There it is. He pauses, looks behind him. Just a dog. Two, in fact, ripping apart the body of a giant rat. He darts into the club, bending down because the door is a metre and a half high.
He smells wet coats, pot smoke, mud on shoes, hair gel.
At a counter a girl sits reading a copy of Ohr Zeit. She is petite, her hair bleached, her nose a posy of silver and gold loops, and she looks up at Nulight.
"Wo ist Sie?"
"Voiceoftibet Records."
The girl glances at a stack of CDR's, picks one up, then checks out the back cover. "Hallo! Kommen Sie herein."
"Danke schön."
Nulight has permission to go inside. He can hear the music in the club, and he is attracted to it like a berserker drawn to the rumour of war.
The club is a single space excavated like a cave from the rooms, yards and passages of properties surrounding it, an accretion of volumes bought over a period of thirty years by the owner of the club, Dieter Ohr. Its roof is composed of melted polythene, its walls are white-painted brick. The music emanates from a torus of Surroundsound stacks: ambient heaven.
A blonde man walks over to him. "Hello, I think I recognise you."
Nulight grimaces. He appreciates his fame, sure, but it freaks him out, not least because of the alien situation that he is facing. "You must be Dieter," he says.
Dieter nods. Waving at one of the speaker stacks he says, "You like?"
Nulight hesitates, then frowns. "What is this music?"
"This is the melodious voice of my club, a continuous ocean of music that has become semi-autonomous, taking as its source material foreign radio broadcasts, CDs, MP3s, samples and riffs filched through coagulated computer feeds from the internet, all mixed by club DJs who sit astride their music like a diver on a whale. Twenty fours hours a day, every day of the year, on and on and on."
Nulight is a little freaked out by Dieter's teutonic intensity. "Yeah, right..."

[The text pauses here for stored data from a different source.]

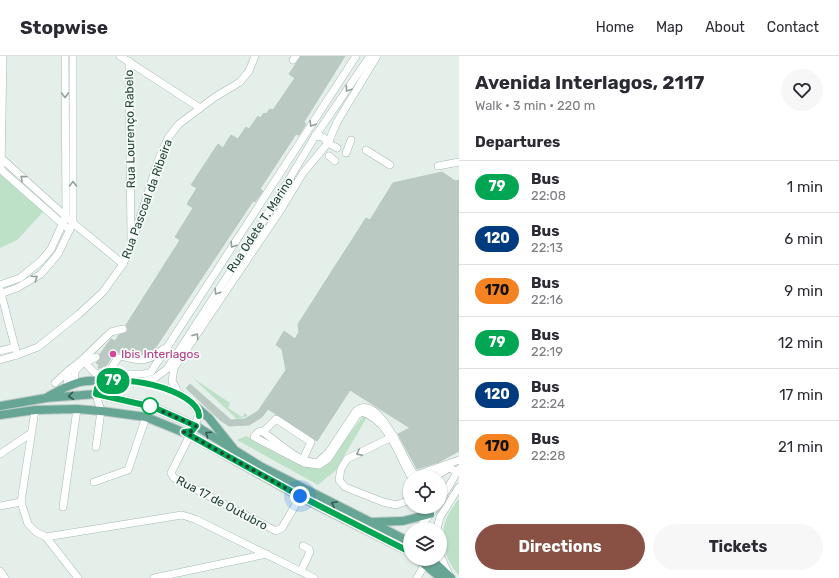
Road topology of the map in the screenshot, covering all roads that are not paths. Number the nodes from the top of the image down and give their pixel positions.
1 (3, 56) edge
2 (65, 56) edge
3 (72, 56) edge
4 (120, 56) edge
5 (255, 56) edge
6 (370, 56) edge
7 (378, 56) edge
8 (354, 59) edge
9 (129, 61) junction
10 (357, 75) junction
11 (200, 108) junction
12 (314, 139) junction
13 (351, 140) dead end
14 (328, 143) junction
15 (337, 148) dead end
16 (366, 150) dead end
17 (323, 151) junction
18 (305, 153) junction
19 (346, 153) dead end
20 (1, 158) edge
21 (316, 159) junction
22 (459, 162) edge
23 (390, 165) dead end
24 (438, 166) dead end
25 (1, 169) edge
26 (131, 207) junction
27 (144, 207) junction
28 (66, 216) junction
29 (63, 224) junction
30 (72, 227) junction
31 (241, 232) junction
32 (255, 232) junction
33 (132, 246) junction
34 (123, 264) junction
35 (0, 285) edge
36 (0, 292) edge
37 (200, 295) junction
38 (207, 307) junction
39 (123, 329) dead end
40 (168, 345) junction
41 (14, 347) junction
42 (0, 351) edge
43 (17, 356) junction
44 (96, 357) dead end
45 (174, 358) junction
46 (151, 359) junction
47 (0, 360) edge
48 (85, 361) junction
49 (158, 364) junction
50 (169, 365) junction
51 (68, 371) junction
52 (146, 374) junction
53 (109, 377) junction
54 (141, 382) junction
55 (55, 383) dead end
56 (71, 385) junction
57 (96, 394) junction
58 (179, 394) junction
59 (46, 398) junction
60 (193, 404) junction
61 (0, 406) edge
62 (77, 409) junction
63 (35, 410) junction
64 (101, 410) junction
65 (357, 413) junction
66 (0, 415) edge
67 (146, 417) junction
68 (196, 426) junction
69 (30, 434) junction
70 (187, 434) junction
71 (263, 436) junction
72 (392, 436) junction
73 (96, 447) dead end
74 (238, 453) junction
75 (0, 454) edge
76 (303, 459) junction
77 (459, 460) edge
78 (408, 470) edge
79 (411, 470) edge
80 (435, 470) edge
81 (446, 470) edge
82 (459, 471) edge
83 (94, 482) dead end
84 (459, 488) edge
85 (447, 490) edge
86 (300, 496) junction
87 (21, 502) junction
88 (403, 502) edge
89 (0, 506) edge
90 (63, 507) dead end
91 (430, 514) joint
92 (368, 522) junction
93 (424, 522) edge
94 (439, 522) edge
95 (46, 537) junction
96 (403, 542) edge
97 (403, 543) edge
98 (302, 546) dead end
99 (267, 554) junction
100 (423, 566) edge
101 (432, 566) edge
102 (444, 566) edge
103 (0, 571) edge
104 (301, 571) junction
105 (186, 575) edge
106 (447, 577) edge
107 (6, 578) edge
108 (78, 578) edge
109 (154, 578) edge
110 (314, 578) edge
111 (417, 578) edge

1 - 20 street
2 -> 28 street
30 -> 3 street
4 - 9 street
5 - 11 street, Rua Pascoal da Ribeira
6 - 10 street, Rua Odete T. Marino
7 - 14 street, Rua Odete T. Marino
8 - 10 street
8 -> 31 street
9 - 11 street
9 - 26 street, Rua Lourenço Rabelo
10 -> 12 street, Rua Odete T. Marino
11 - 27 street, Rua Pascoal da Ribeira
12 - 14 street
12 - 17 street
12 - 18 street, Rua Odete T. Marino
13 - 19 street
14 - 15 street
14 - 17 street, Rua Odete T. Marino
16 - 23 street
17 - 21 street, Rua Odete T. Marino
18 - 21 street
18 - 32 street, Rua Odete T. Marino
20 - 25 street
28 -> 20 street
58 -> 21 street, Rua Odete T. Marino
22 - 24 street
25 - 29 street
26 - 27 street
26 - 33 street, Rua Lourenço Rabelo
27 - 33 street, Rua Pascoal da Ribeira
28 - 29 street
28 - 30 street
29 - 30 street
29 - 35 street
30 - 34 street
36 -> 30 street
31 - 32 street
31 -> 37 street
32 -> 38 street, Rua Odete T. Marino
33 - 34 street, Rua Pascoal da Ribeira
34 - 43 street, Rua Pascoal da Ribeira
36 - 41 street
37 - 38 street
37 - 40 street
38 - 45 street, Rua Odete T. Marino
39 - 48 street
40 - 45 street
40 - 46 street
40 - 49 street
41 - 42 street
41 - 43 street
43 - 47 street, Rua Pascoal da Ribeira
44 - 48 street
45 - 50 street, Rua Odete T. Marino
46 - 52 street
46 - 53 street
48 - 51 street
48 - 53 street
48 - 56 street
49 - 50 street
49 - 52 street
50 - 54 street, Rua Odete T. Marino
51 - 55 street
51 - 56 street
52 - 53 street
53 - 54 street
53 - 56 main road
53 - 57 street
54 - 58 street
56 - 59 main road
57 -> 59 main road
57 - 64 street
57 - 68 main road
58 - 60 street
59 - 61 main road
60 - 68 street
60 - 74 main road
62 - 63 main road
62 - 64 main road
62 - 90 street
63 - 66 main road
63 - 69 street
64 - 67 main road
64 - 73 street
65 - 71 street
65 - 72 street
65 - 76 street
67 - 70 main road
67 - 83 street
68 - 70 street
74 -> 68 main road
69 - 75 street
69 - 87 street
70 - 86 main road
70 - 86 street, Rua 17 de Outubro
71 - 76 street
71 - 76 street
72 - 78 street
72 - 79 street
72 -> 88 street
92 -> 74 main road
77 - 80 street
81 - 82 street
82 - 85 street
84 - 94 street
86 - 97 main road
87 - 89 street
87 - 95 street
91 - 92 main road
91 - 93 street
92 - 96 main road
95 - 99 street
95 - 108 street
98 - 104 street
99 - 104 street
99 - 105 street
100 - 111 street
101 - 106 main road
102 - 106 street
103 - 107 street
104 - 110 street
105 - 109 street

"This music has mutated over a period of two decades. It has never stopped since it started, yet in becoming semi-autonomous it has turned into something else, something vast. Many people try to control it, but they cannot. It is too complex now. Wiser folk, like me - they just interface."
"I get you," says Nulight.
"Have you heard of auton music?"
Nulight shrugs. "Vaguely. It's new."
Dieter nods. "It is new. It will expand. Be aware of that."
Nulight for a few acid moments feels scared of this music that is never turned off, because it is alive, mutating according to the rules of binary heredity. People drown in oceans. Clubbers could drown in this music. He takes a pencil-light from the pocket of his coat and shines it across the chamber, and the beam stabs through smokes, clouds of exhaled breath and whiffs of oxygen from photosynthesis tanks, illuminating the faces of entranced listeners twenty metres away.
"This is heavy," he said. "What do you do for a laugh?"
"We play rock music."
Part Four
So the gig plan is put into action. Over the next few weeks Nulight calls in all his favours, contacts all his friends, all the organisers of free festivals, all those in co-operatives and musicians' matrices and free information nets, and after only a week has put together a tour of fifteen dates, from the first to the thirtieth of September. The band are to be called SemiAutonatic. It is a dreadful pun, but it says what is meant to be said. And it says, 'We are here'.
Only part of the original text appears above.